這似乎是顯而易見的。但是當基督徒分享信仰時,太常轉為激烈的辯論。十字架已經夠冒犯人了。當我分享信仰時,我必須確定我是尊重人的、是友善的。我認識很多離開基督教的人,他們雖然認為這個信仰是真的,卻因為教會裏有很多蠢蛋而離開。當你用友善的方式分享你的信仰時,你可能會驚訝人們會更願意聆聽。
This
may seem obvious, but too often when Christians share the faith, it turns into
a heated argument. The cross is offensive enough. When I share the faith, I
need to make sure that I am respectful and kind. I know plenty of people who
have turned away from Christianity even though they think it’s true, because
church people were jerks. As you seek to share your faith in a kind way, you
may be surprised that people are more willing to listen.
2. 誠實會展示尊重、贏得尊重。
2.
Honesty shows and gains respect.
有些分享信仰的人會戴上假面具,裝作擁有某種特質。他們變得很「屬靈」。這個「屬靈」的人從來不會懷疑、從來不會擔憂或犯罪。這個「屬靈」的人,總是愛耶穌勝過愛生命,這個「屬靈」的人不會因尊重人而說:「我不知道那個問題的答案」。這個「屬靈」的人害怕承認,他或她可能需要認識其他人的想法。
Some
people who share their faith put on a character. They become “spiritual.” This
“spiritual” person never doubts, worries, or sins. This “spiritual” person
always loves Jesus more than life. This “spiritual” person doesn’t respect
people enough to say, “I don’t know the answer to that question.” This
“spiritual” person is afraid to admit that he or she may need to learn
something about what others think.
太多的基督徒害怕誠實,他們怕誠實會失去人們的尊重。其實不會。事實是:誠實經常會贏得尊重。當基督徒把人當人,而不是數字或「罪人」時,他們常會贏得尊重。當基督徒認罪時、當他們因未能展現善意而尋求對方的原諒時,他們常會贏得尊重。
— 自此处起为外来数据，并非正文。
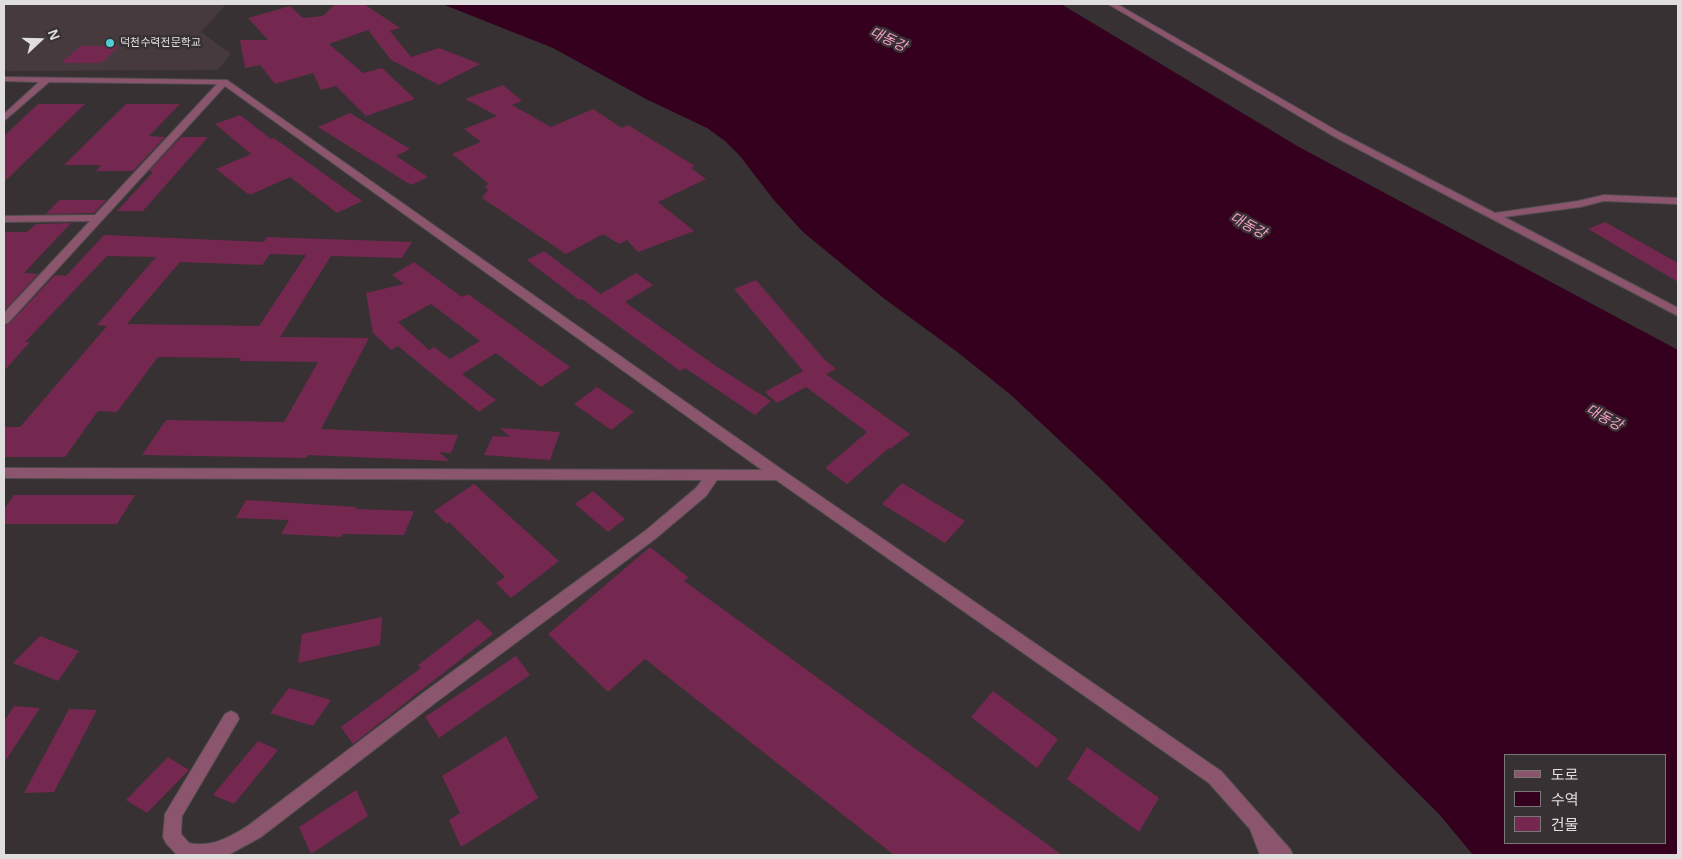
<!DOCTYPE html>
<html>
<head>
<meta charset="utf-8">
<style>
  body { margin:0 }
  #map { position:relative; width:1682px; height:859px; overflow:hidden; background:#373133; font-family:Helvetica,"Noto Sans KR",sans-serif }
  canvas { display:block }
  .frame { position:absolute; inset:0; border:5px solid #e0ddde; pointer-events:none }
  .legend { position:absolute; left:1504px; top:754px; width:162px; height:90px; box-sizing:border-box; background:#373133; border:1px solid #7b7677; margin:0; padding:6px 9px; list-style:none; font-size:15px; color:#e0ddde }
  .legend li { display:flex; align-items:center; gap:10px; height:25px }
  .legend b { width:25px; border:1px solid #7b7677 }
  .north { position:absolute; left:15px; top:15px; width:50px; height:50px; -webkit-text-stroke:4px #373133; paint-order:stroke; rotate:69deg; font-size:14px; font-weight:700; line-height:20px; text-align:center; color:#e0ddde }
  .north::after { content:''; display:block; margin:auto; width:18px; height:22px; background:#e0ddde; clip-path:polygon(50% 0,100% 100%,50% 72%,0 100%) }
</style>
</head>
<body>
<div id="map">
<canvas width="1682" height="859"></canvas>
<div class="frame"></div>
<ul class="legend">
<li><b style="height:6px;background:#8c556e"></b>도로</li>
<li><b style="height:14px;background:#35001e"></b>수역</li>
<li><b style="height:14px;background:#74284f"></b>건물</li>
</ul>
<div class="north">N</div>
</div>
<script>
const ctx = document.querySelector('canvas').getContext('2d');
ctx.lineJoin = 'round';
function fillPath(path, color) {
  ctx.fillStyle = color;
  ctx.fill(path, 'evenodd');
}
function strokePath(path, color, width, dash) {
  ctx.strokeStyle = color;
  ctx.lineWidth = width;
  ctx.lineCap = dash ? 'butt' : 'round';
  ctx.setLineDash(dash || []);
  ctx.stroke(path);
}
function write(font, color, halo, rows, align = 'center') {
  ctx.font = font + ' Helvetica,"Noto Sans KR",sans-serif';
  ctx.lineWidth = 5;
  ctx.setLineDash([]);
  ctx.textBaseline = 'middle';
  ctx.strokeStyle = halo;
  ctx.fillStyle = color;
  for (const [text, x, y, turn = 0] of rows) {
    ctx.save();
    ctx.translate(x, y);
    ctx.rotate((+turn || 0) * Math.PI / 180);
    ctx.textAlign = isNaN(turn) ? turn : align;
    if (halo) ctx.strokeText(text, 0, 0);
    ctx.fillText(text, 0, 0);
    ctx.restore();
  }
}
fillPath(new Path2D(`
  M4,4H226L201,32L231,54L218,70L4,71Z`), '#463a3f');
fillPath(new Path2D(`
  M442,4H1061L1299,147L1678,350V855H1473L1439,814L1103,481L1011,395L956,351L882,297L803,232L773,199L740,156L725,141L707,128L646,99L553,48ZM1506,755H1666V843H1506Z`), '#35001e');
fillPath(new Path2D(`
  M335,4H364L400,28L390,31L411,57L439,48L480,64L439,85L391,60L368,30L329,44L363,73L382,68L415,99L366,116L336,86L321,90L313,73L275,84L260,65L245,68L240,40H268L248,18L290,6L303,18L323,16Z
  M81,46H119L101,63H61Z
  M503,85L522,101L512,105L551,127L593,109L622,128L628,125L695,166L691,168L706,179L658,202L694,231L638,252L627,240L619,244L603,234L566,254L482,198L488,190L485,186L489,184L452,154L481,142L464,129L497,116L465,99Z
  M38,104H85L4,182V136Z
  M126,104H180L149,136L165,137L133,171H96L101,165H64Z
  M350,113L410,149L396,156L428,177L411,185L318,127Z
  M240,115L271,139L274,138L362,201L337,213L290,177L252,194H248L216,169L251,154L215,124Z
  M181,137H208L143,211H117L153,172L149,171Z
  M59,200H106L94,213L46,214Z
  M1605,222L1678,263V282L1588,229Z
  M71,223L24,273L38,274L4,311V232H27L36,224Z
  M104,235L264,242L267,237L412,242L402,258L331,256L280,337L369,338L321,429L458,435L451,453L439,452L449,461L308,455L306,458L142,455L166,420L284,422L318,362L239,361L241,358L158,357L117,412L98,411L65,457H4V427H20L107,326L97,325L156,257L107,256L25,342H30L4,371V326L9,324L55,275L66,276ZM270,254L306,255L259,326L127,324L180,262L262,265Z
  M544,251L601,294L636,273L653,285L625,302L713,364L771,401L755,415L685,368L680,371L582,299L579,300L527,260Z
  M414,262L462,297L468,294L570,367L541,387L496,353L462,374L496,400L479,412L398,346L391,350L373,333L366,293L404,284L392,275ZM431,304L480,341L450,359L434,347L429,350L398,322Z
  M756,280L823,358L836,369L826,374L910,434L890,449L889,448L847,484L825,468L867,432L806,387L777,403L765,392L803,371L734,289Z
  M597,387L634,412L611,430L574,404Z
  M500,428L560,432L550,460L484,455L493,436L510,437Z
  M902,483L965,521L945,543L882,504Z
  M474,484L559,561L511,598L496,583L505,577L449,522L447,524L434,511Z
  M593,491L625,519L608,532L575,504Z
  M14,495H135L117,524H4V509Z
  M246,500L357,507L355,509L414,511L404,535L343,534L341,537L281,534L289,520L236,518Z
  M650,547L688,577L684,581L1062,855H894L645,659L608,692L548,634Z
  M382,617L380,645L298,663L302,634Z
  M478,619L493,634L353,744L341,727L421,668L418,665Z
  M40,636L79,651L58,681L13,663Z
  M516,656L530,675L439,738L425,717Z
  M289,688L331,700L313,726L270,713Z
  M993,691L1058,739L1037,768L971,717Z
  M14,706L40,708L4,763V721Z
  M69,709L97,710L54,792L24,793Z
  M506,736L538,798L461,847L449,820L460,813L442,776Z
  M258,741L278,750L234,804L213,795Z
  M1087,747L1159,798L1139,832L1067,779Z
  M168,757L189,770L147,813L126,800Z
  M356,790L368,816L311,854L299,827Z`), '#74284f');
const minor = new Path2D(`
  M1108,4H1117L1339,132L1495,213L1578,201L1604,195L1678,198V204L1604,201L1580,207L1504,217L1678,308V316L1333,136Z
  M4,77L227,80L784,471L1221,771L1290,849L1293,855H1260L1250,829L1209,783L776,480H717L706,496L655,539L435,703L261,837L228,855H177L166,843L163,837L165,814L225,714L231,711L237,714L239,719L182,816L181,834L189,843C212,848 230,837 249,825L423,693L645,531L696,488L702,480L4,478V468L762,470L225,86L8,323L4,324V313L90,221L4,222V216L95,215L217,84L49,82L4,121V114L39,82L4,81Z`);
strokePath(minor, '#524d4e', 2);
fillPath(minor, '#8c556e');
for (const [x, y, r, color] of [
  [110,43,5,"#51ccd4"]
]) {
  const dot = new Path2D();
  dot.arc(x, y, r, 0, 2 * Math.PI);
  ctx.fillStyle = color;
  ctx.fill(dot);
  strokePath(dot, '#373133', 2);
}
write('11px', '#e0ddde', '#373133', [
  ["덕천수력전문학교",120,43]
], 'left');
write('italic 14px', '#f9a0c8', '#373133', [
  ["대동강",888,40,25],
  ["대동강",1248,226,28],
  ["대동강",1604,418,28]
]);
</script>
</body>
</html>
不要害怕作個誠實的人。
Too
many Christians are afraid to be honest. They fear that honesty will lose
people’s respect. It doesn’t. The truth is that honesty often gains respect.
When Christians treat people as people and not as numbers or “sinners,” they often
gain respect. When Christians admit their sin, when they ask for forgiveness
after failing to show kindness, they often gain respect. Don’t be afraid to be
honest.
3. 平凡的談話最重要。
3.
Ordinary conversations matter most.
你不需要公式、方法、計劃來分享信仰,你只需要平常心、誠實、善意和尊重人的信仰對話。試試這個:問問他們是否想聊聊基督教,有時候只要問:「我可以跟你聊一聊耶穌嗎?」就會打開話題。
You
don't need a formula, a method, or a program to share the faith. You need to
have ordinary, honest, kind, and respectful conversations about the faith. Try
this: ask people if they would like to talk about Christianity. Sometimes just
asking, “Can I talk with you about Jesus?” opens people up.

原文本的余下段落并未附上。